Horrors of Bloody Christmas in Cyprus live on after 58 years
EOKA terror group killed over 370, displaced 25,000-30,000 Turkish Cypriots during Christmas season of 1963
ANKARA
The horrors of deadly, systematic attacks on Turkish Cypriots by extremist Greek Cypriot nationalist terror group EOKA lives on in memory as "Bloody Christmas," 58 years after these events led to hundreds killed and thousands displaced from their ancestral homes.
The events that led to the Bloody Christmas, also called Black Christmas by Turkish Cypriots, started in 1955 with the foundation of EOKA, led by Georgios Grivas, a veteran officer of World War I and World War II, as well as a staunch opponent of communists and Turks.
Active in Cyprus, then ruled by the UK, EOKA targeted not only the British soldiers and civil servants but also Turkish and Greek Cypriots who opposed its extreme ideology and its goal of union with Greece.
Until the foundation of the Republic of Cyprus on Aug. 16, 1960 on the guarantee of the UK, Turkey, and Greece, the death toll of the EOKA's ferocious and deadly terror campaign included at least 104 British soldiers, 54 police officers (among them 15 Greek Cypriots, 22 Turkish Cypriots, and 12 British) and 238 civilians, including 203 Greek Cypriots, seven Turkish Cypriots, and 26 British.[1]
Under this power-sharing regime of the bilingual Republic of Cyprus that adopted both Greek and Turkish as official languages, the island was to be governed under a Greek Cypriot president and Turkish Cypriot vice president, as well as a 10-person cabinet -- seven from the Greek side and three from the Turkish in a proportion that would also be reflected on the bureaucracy, police, and security forces.
While this led many in Ankara and among Turkish Cypriots, who have been present on Cyprus for four centuries, to believe that the Greek political actors were abandoning their maximalist claims on the island and with regard to union with Greece, President Archbishop Makarios and his extreme nationalist team before long started to undermine the republic.
Being of the opinion that Turkish Cypriots had gained excessive privileges, Makarios prevented the full implementation of the constitutional provisions relating to public offices assigned to the Turkish side.

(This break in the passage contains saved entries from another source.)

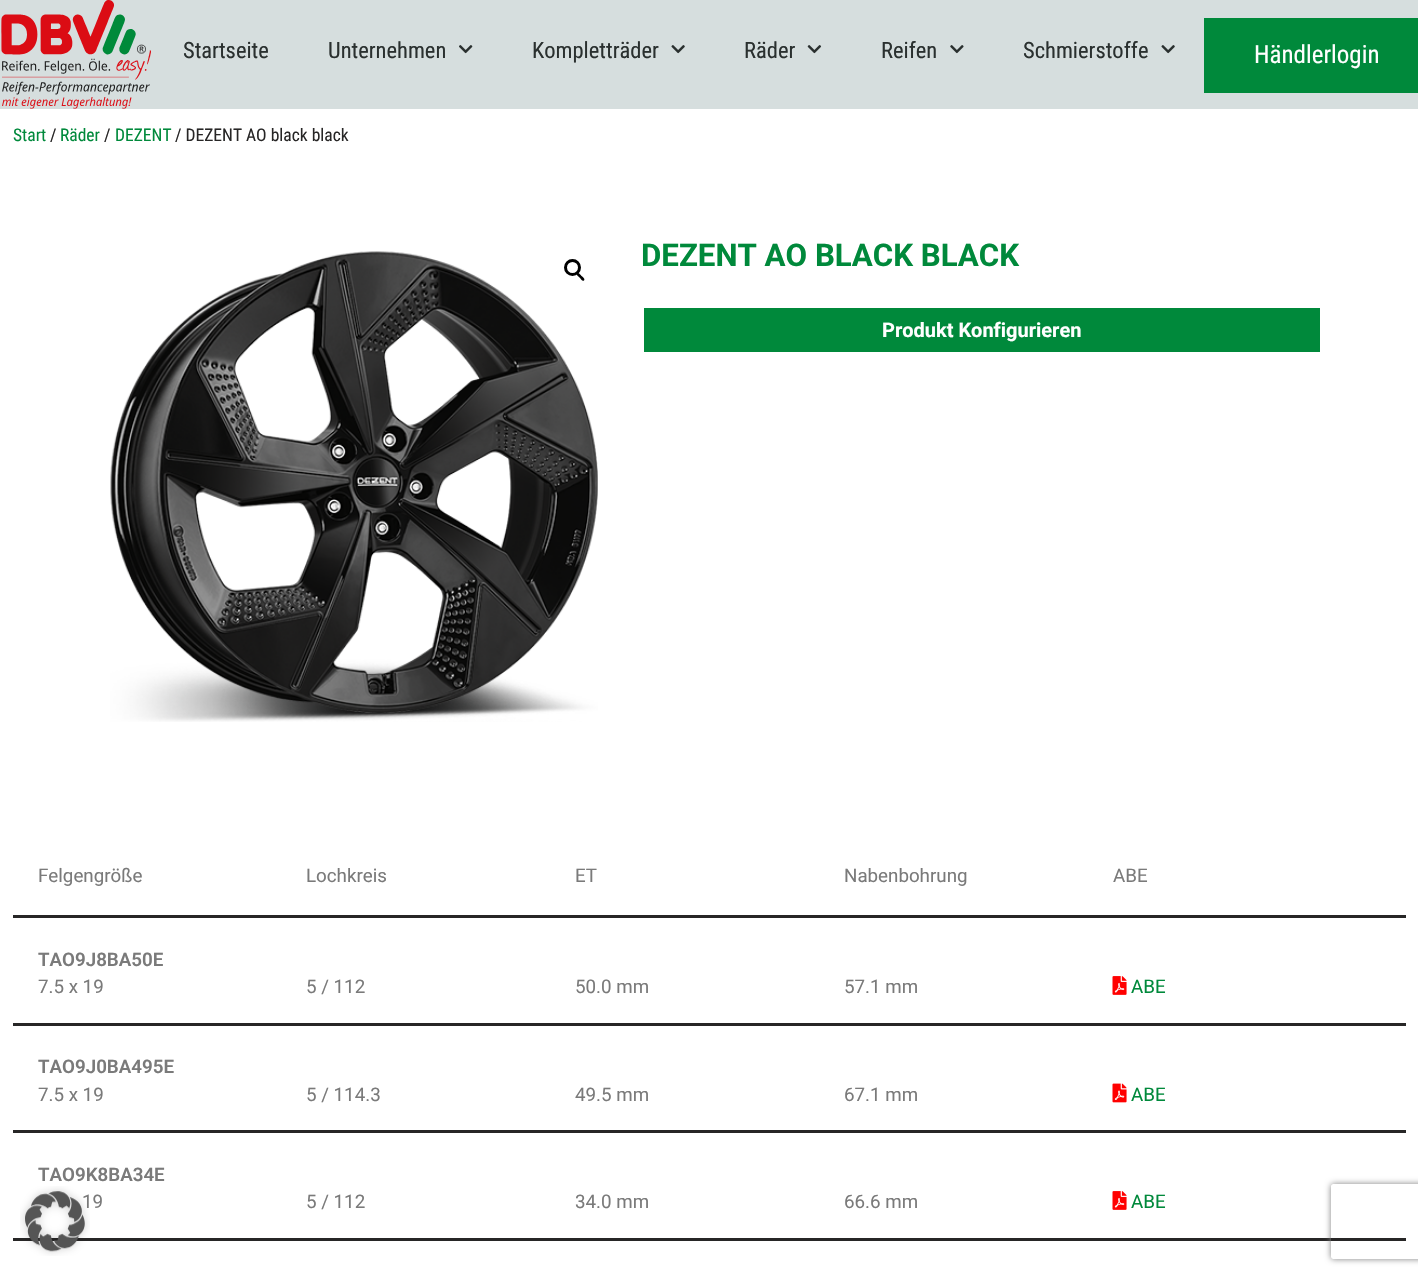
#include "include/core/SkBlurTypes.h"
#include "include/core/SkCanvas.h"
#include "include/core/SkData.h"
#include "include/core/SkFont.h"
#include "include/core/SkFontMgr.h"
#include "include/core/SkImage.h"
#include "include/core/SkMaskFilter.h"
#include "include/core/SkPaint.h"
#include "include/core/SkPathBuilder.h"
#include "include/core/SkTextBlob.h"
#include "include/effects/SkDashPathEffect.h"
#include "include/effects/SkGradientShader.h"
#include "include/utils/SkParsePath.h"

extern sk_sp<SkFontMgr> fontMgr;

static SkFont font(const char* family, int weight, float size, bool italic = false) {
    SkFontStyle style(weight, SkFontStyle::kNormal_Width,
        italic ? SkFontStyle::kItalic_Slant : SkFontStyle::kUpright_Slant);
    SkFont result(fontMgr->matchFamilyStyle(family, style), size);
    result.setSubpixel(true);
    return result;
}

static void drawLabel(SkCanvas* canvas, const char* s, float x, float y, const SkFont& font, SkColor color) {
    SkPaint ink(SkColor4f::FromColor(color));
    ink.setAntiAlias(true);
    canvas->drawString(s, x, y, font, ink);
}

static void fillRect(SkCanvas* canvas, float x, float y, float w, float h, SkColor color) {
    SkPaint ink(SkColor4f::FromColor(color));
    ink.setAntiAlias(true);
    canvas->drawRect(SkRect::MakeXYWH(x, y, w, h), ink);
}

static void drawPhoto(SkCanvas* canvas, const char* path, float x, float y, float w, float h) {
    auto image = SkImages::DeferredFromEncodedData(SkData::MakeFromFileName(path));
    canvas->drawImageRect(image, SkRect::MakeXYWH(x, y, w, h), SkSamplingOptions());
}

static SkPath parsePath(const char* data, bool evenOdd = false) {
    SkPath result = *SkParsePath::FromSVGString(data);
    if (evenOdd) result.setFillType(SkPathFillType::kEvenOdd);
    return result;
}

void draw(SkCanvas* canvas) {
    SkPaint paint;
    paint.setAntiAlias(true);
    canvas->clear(0xFFFFFFFF);
    fillRect(canvas, 0, 0, 1418, 109, 0xFFD6DEDE);
    drawPhoto(canvas, "assets/img1.png", 1, 0, 150, 109);
    SkFont font1 = font("Roboto Condensed", 400, 22.5f);
    drawLabel(canvas, "Startseite", 183, 58, font1, 0xFF2A302F);
    drawLabel(canvas, "Unternehmen", 328, 58, font1, 0xFF2A302F);
    drawPhoto(canvas, "assets/img2.png", 459, 45, 14, 9);
    drawLabel(canvas, "Kompletträder", 532, 58, font1, 0xFF2A302F);
    drawPhoto(canvas, "assets/img3.png", 671, 45, 14, 9);
    drawLabel(canvas, "Räder", 744, 58, font1, 0xFF2A302F);
    drawPhoto(canvas, "assets/img4.png", 807, 45, 15, 9);
    drawLabel(canvas, "Reifen", 881, 58, font1, 0xFF2A302F);
    drawPhoto(canvas, "assets/img5.png", 950, 45, 14, 9);
    drawLabel(canvas, "Schmierstoffe", 1023, 58, font1, 0xFF2A302F);
    drawPhoto(canvas, "assets/img3.png", 1161, 45, 14, 9);
    fillRect(canvas, 1204, 18, 214, 75, 0xFF00893B);
    SkFont font2 = font("Roboto Condensed", 400, 25);
    drawLabel(canvas, "Händlerlogin", 1254, 63, font2, 0xFFFFFFFF);
    SkFont font3 = font("Roboto Condensed", 400, 17.5f);
    drawLabel(canvas, "Start", 13, 141, font3, 0xFF00893B);
    drawLabel(canvas, "/", 50, 141, font3, 0xFF272626);
    drawLabel(canvas, "Räder", 60, 141, font3, 0xFF00893B);
    drawLabel(canvas, "/", 104, 141, font3, 0xFF272626);
    drawLabel(canvas, "DEZENT", 115, 141, font3, 0xFF00893B);
    drawLabel(canvas, "/ DEZENT AO black black", 175, 141, font3, 0xFF272626);
    drawPhoto(canvas, "assets/img6.png", 110, 251, 488, 471);
    paint.setStroke(true);
    paint.setStrokeWidth(3);
    paint.setColor(0xFF000000);
    canvas->drawCircle(572.5f, 267.5f, 7, paint);
    paint.setStroke(false);
    canvas->drawPath(parsePath("M577 273.5C578.5 272 580.5 275 581.5 276C582.5 276.5 585.5 279 584 280.5C582.5 282 580.5 278.5 579.5 277.5C579 277 575.5 274.5 577 273.5Z"), paint);
    SkFont font4 = font("Roboto", 700, 31.25f);
    drawLabel(canvas, "DEZENT AO BLACK BLACK", 641, 266, font4, 0xFF00893B);
    fillRect(canvas, 644, 308, 676, 44, 0xFF00893B);
    SkFont font5 = font("Roboto", 700, 20);
    drawLabel(canvas, "Produkt Konfigurieren", 882, 337, font5, 0xFFFFFFFF);
    fillRect(canvas, 13, 915, 1393, 3, 0xFF272626);
    SkFont font6 = font("Roboto", 400, 18.75f);
    drawLabel(canvas, "Felgengröße", 38, 882, font6, 0xFF7A7A7A);
    drawLabel(canvas, "Lochkreis", 306, 882, font6, 0xFF7A7A7A);
    drawLabel(canvas, "ET", 575, 882, font6, 0xFF7A7A7A);
    drawLabel(canvas, "Nabenbohrung", 844, 882, font6, 0xFF7A7A7A);
    drawLabel(canvas, "ABE", 1113, 882, font6, 0xFF7A7A7A);
    fillRect(canvas, 13, 1023, 1393, 3, 0xFF272626);
    SkFont font7 = font("Roboto", 600, 18.75f);
    drawLabel(canvas, "TAO9J8BA50E", 38, 966, font7, 0xFF7A7A7A);
    drawLabel(canvas, "7.5 x 19", 38, 993, font6, 0xFF7A7A7A);
    drawLabel(canvas, "5 / 112", 306, 993, font6, 0xFF7A7A7A);
    drawLabel(canvas, "50.0 mm", 575, 993, font6, 0xFF7A7A7A);
    drawLabel(canvas, "57.1 mm", 844, 993, font6, 0xFF7A7A7A);
    drawPhoto(canvas, "assets/img7.png", 1112, 976, 15, 19);
    drawLabel(canvas, "ABE", 1131, 993, font6, 0xFF00893B);
    fillRect(canvas, 13, 1130, 1393, 3, 0xFF272626);
    drawLabel(canvas, "TAO9J0BA495E", 38, 1073, font7, 0xFF7A7A7A);
    drawLabel(canvas, "7.5 x 19", 38, 1101, font6, 0xFF7A7A7A);
    drawLabel(canvas, "5 / 114.3", 306, 1101, font6, 0xFF7A7A7A);
    drawLabel(canvas, "49.5 mm", 575, 1101, font6, 0xFF7A7A7A);
    drawLabel(canvas, "67.1 mm", 844, 1101, font6, 0xFF7A7A7A);
    drawPhoto(canvas, "assets/img8.png", 1112, 1083, 15, 20);
    drawLabel(canvas, "ABE", 1131, 1101, font6, 0xFF00893B);
    fillRect(canvas, 13, 1238, 1393, 3, 0xFF272626);
    drawLabel(canvas, "TAO9K8BA34E", 38, 1181, font7, 0xFF7A7A7A);
    drawLabel(canvas, "19", 82, 1208, font6, 0xFF7A7A7A);
    drawLabel(canvas, "5 / 112", 306, 1208, font6, 0xFF7A7A7A);
    drawLabel(canvas, "34.0 mm", 575, 1208, font6, 0xFF7A7A7A);
    drawLabel(canvas, "66.6 mm", 844, 1208, font6, 0xFF7A7A7A);
    drawPhoto(canvas, "assets/img7.png", 1112, 1191, 15, 19);
    drawLabel(canvas, "ABE", 1131, 1208, font6, 0xFF00893B);
    drawPhoto(canvas, "assets/img9.png", 20, 1186, 70, 70);
    canvas->save();
    canvas->clipPath(parsePath("M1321 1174H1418V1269H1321ZM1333.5 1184H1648.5C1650 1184 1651 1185 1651 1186.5V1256.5C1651 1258 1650 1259 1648.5 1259H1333.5C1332 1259 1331 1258 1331 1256.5V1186.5C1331 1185 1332 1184 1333.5 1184Z", true), true);
    paint.setColor(0xFF808080);
    paint.setMaskFilter(SkMaskFilter::MakeBlur(kNormal_SkBlurStyle, 3));
    canvas->drawRoundRect(SkRect::MakeXYWH(1331, 1184, 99, 75), 2.5f, 2.5f, paint);
    paint.setMaskFilter(nullptr);
    canvas->restore();
}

Furthermore, from early 1961 on, Greek Cypriots started reviving the EOKA terror group under the name Akritas, also known as secret army EOK, aiming to reverse the Constitution, severely curb Turks' rights, and eventually declare unification with Greece.
The Akritas operated under the guidance of Greek Cypriot officers and used arms obtained from the government armories. On the eve of Bloody Christmas, as many as 10,000 Greek Cypriots were recruited and underwent to weapons training.[2]
Greece's direct and strong support, as well as the ambiguous policies of Western countries including the US and UK, in response to the maximalist demands of the Greek Cypriots further encouraged Makarios to announce on Nov. 30, 1963, a memorandum that demanded 13 amendments to the Constitution that repealed many of the rights of Turkish Cypriots. Turkey, one of the guarantors of the Republic of Cyprus and its constitutional order, as well as Turkish Cypriots, then led by Cypriot Vice President Fazil Kucuk, rejected the amendments.
This prompted EOKA, with the help of many Greek Cypriot members of the police organization, launched an attack on the night of Dec. 20, 1963, against the Turkish quarter of Lefkosa (Nicosia). Storming the home of Turkish military doctor Nihat Ilhan, they killed not only Ilhan's wife Muruvet and three sons, Murat, Kutsi, and Hakan, but also the wife of his landlord, Feride Gudum.
A photograph of the mother and three sons lying dead in the bathroom has since become a symbol of the brutality inflicted by Greek Cypriot extremists.
During EOKA's terror campaign of the 1963 Christmas season, 374 Turkish Cypriots were killed, 109 Turkish villages were forced to evacuate, over 2,500 Turkish houses were severely damaged or demolished, and between 25,000 and 30,000 Turkish Cypriots were became refugees, according to a UN report released on Sep. 10, 1964.[3]
[1] Heinz A. Richter, A Concise History of Modern Cyprus (Wiesbaden: Harrassowitz Verlag,2010) ,979.
[2] Pierre Oberling, The Road to Bellapais (New York: New York,1982), 70.
[3] Report by the Secretary General on the United Nations Operations in Cyprus, S/5950, 10 September 1964.